-- Instructions to follow --
Reproduce each entry exactly.
════════
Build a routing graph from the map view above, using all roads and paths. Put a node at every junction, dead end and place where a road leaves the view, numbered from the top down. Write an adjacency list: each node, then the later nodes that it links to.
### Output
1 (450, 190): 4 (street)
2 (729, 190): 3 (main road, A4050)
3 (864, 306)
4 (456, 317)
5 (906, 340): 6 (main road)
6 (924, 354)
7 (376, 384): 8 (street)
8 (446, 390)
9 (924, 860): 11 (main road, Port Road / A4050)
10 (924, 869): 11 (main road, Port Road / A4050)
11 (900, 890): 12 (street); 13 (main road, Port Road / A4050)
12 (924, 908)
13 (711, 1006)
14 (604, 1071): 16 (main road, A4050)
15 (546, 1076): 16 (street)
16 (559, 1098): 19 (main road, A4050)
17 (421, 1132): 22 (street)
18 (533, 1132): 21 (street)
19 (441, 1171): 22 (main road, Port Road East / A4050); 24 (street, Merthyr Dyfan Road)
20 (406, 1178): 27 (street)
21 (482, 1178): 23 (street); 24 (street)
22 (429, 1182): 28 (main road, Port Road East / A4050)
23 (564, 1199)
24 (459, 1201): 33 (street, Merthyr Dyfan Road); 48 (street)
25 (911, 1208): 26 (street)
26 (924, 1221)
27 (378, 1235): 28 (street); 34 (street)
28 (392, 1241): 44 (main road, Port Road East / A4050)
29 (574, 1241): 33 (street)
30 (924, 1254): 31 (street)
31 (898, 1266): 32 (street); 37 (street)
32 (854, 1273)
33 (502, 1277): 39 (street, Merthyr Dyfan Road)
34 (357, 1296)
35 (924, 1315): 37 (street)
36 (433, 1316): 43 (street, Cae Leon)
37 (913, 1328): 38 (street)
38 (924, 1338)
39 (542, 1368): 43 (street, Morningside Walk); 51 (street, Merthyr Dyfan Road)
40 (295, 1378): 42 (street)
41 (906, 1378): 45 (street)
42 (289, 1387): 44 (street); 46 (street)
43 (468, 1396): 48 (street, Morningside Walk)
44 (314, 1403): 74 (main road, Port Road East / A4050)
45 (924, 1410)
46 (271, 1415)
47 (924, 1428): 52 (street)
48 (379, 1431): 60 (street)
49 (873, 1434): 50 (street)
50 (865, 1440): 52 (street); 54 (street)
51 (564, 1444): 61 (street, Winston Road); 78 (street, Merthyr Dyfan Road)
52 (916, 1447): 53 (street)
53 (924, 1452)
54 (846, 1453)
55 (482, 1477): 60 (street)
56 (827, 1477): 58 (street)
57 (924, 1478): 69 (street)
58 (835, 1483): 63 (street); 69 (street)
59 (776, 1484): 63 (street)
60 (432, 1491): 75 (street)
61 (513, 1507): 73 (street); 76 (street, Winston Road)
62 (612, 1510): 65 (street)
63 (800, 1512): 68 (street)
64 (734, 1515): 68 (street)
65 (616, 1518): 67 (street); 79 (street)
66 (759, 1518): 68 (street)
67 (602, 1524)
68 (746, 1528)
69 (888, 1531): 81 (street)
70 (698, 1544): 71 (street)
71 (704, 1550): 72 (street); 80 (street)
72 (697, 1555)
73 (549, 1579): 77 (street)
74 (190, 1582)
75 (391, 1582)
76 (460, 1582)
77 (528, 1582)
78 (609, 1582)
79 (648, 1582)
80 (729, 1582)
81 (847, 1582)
════════
-- Written reply --
Build a routing graph from the map view above, using all roads and paths. Put a node at every junction, dead end and place where a road leaves the view, numbered from the top down. Write an adjacency list: each node, then the later nodes that it links to.
### Output
1 (450, 190): 4 (street)
2 (729, 190): 3 (main road, A4050)
3 (864, 306)
4 (456, 317)
5 (906, 340): 6 (main road)
6 (924, 354)
7 (376, 384): 8 (street)
8 (446, 390)
9 (924, 860): 11 (main road, Port Road / A4050)
10 (924, 869): 11 (main road, Port Road / A4050)
11 (900, 890): 12 (street); 13 (main road, Port Road / A4050)
12 (924, 908)
13 (711, 1006)
14 (604, 1071): 16 (main road, A4050)
15 (546, 1076): 16 (street)
16 (559, 1098): 19 (main road, A4050)
17 (421, 1132): 22 (street)
18 (533, 1132): 21 (street)
19 (441, 1171): 22 (main road, Port Road East / A4050); 24 (street, Merthyr Dyfan Road)
20 (406, 1178): 27 (street)
21 (482, 1178): 23 (street); 24 (street)
22 (429, 1182): 28 (main road, Port Road East / A4050)
23 (564, 1199)
24 (459, 1201): 33 (street, Merthyr Dyfan Road); 48 (street)
25 (911, 1208): 26 (street)
26 (924, 1221)
27 (378, 1235): 28 (street); 34 (street)
28 (392, 1241): 44 (main road, Port Road East / A4050)
29 (574, 1241): 33 (street)
30 (924, 1254): 31 (street)
31 (898, 1266): 32 (street); 37 (street)
32 (854, 1273)
33 (502, 1277): 39 (street, Merthyr Dyfan Road)
34 (357, 1296)
35 (924, 1315): 37 (street)
36 (433, 1316): 43 (street, Cae Leon)
37 (913, 1328): 38 (street)
38 (924, 1338)
39 (542, 1368): 43 (street, Morningside Walk); 51 (street, Merthyr Dyfan Road)
40 (295, 1378): 42 (street)
41 (906, 1378): 45 (street)
42 (289, 1387): 44 (street); 46 (street)
43 (468, 1396): 48 (street, Morningside Walk)
44 (314, 1403): 74 (main road, Port Road East / A4050)
45 (924, 1410)
46 (271, 1415)
47 (924, 1428): 52 (street)
48 (379, 1431): 60 (street)
49 (873, 1434): 50 (street)
50 (865, 1440): 52 (street); 54 (street)
51 (564, 1444): 61 (street, Winston Road); 78 (street, Merthyr Dyfan Road)
52 (916, 1447): 53 (street)
53 (924, 1452)
54 (846, 1453)
55 (482, 1477): 60 (street)
56 (827, 1477): 58 (street)
57 (924, 1478): 69 (street)
58 (835, 1483): 63 (street); 69 (street)
59 (776, 1484): 63 (street)
60 (432, 1491): 75 (street)
61 (513, 1507): 73 (street); 76 (street, Winston Road)
62 (612, 1510): 65 (street)
63 (800, 1512): 68 (street)
64 (734, 1515): 68 (street)
65 (616, 1518): 67 (street); 79 (street)
66 (759, 1518): 68 (street)
67 (602, 1524)
68 (746, 1528)
69 (888, 1531): 81 (street)
70 (698, 1544): 71 (street)
71 (704, 1550): 72 (street); 80 (street)
72 (697, 1555)
73 (549, 1579): 77 (street)
74 (190, 1582)
75 (391, 1582)
76 (460, 1582)
77 (528, 1582)
78 (609, 1582)
79 (648, 1582)
80 (729, 1582)
81 (847, 1582)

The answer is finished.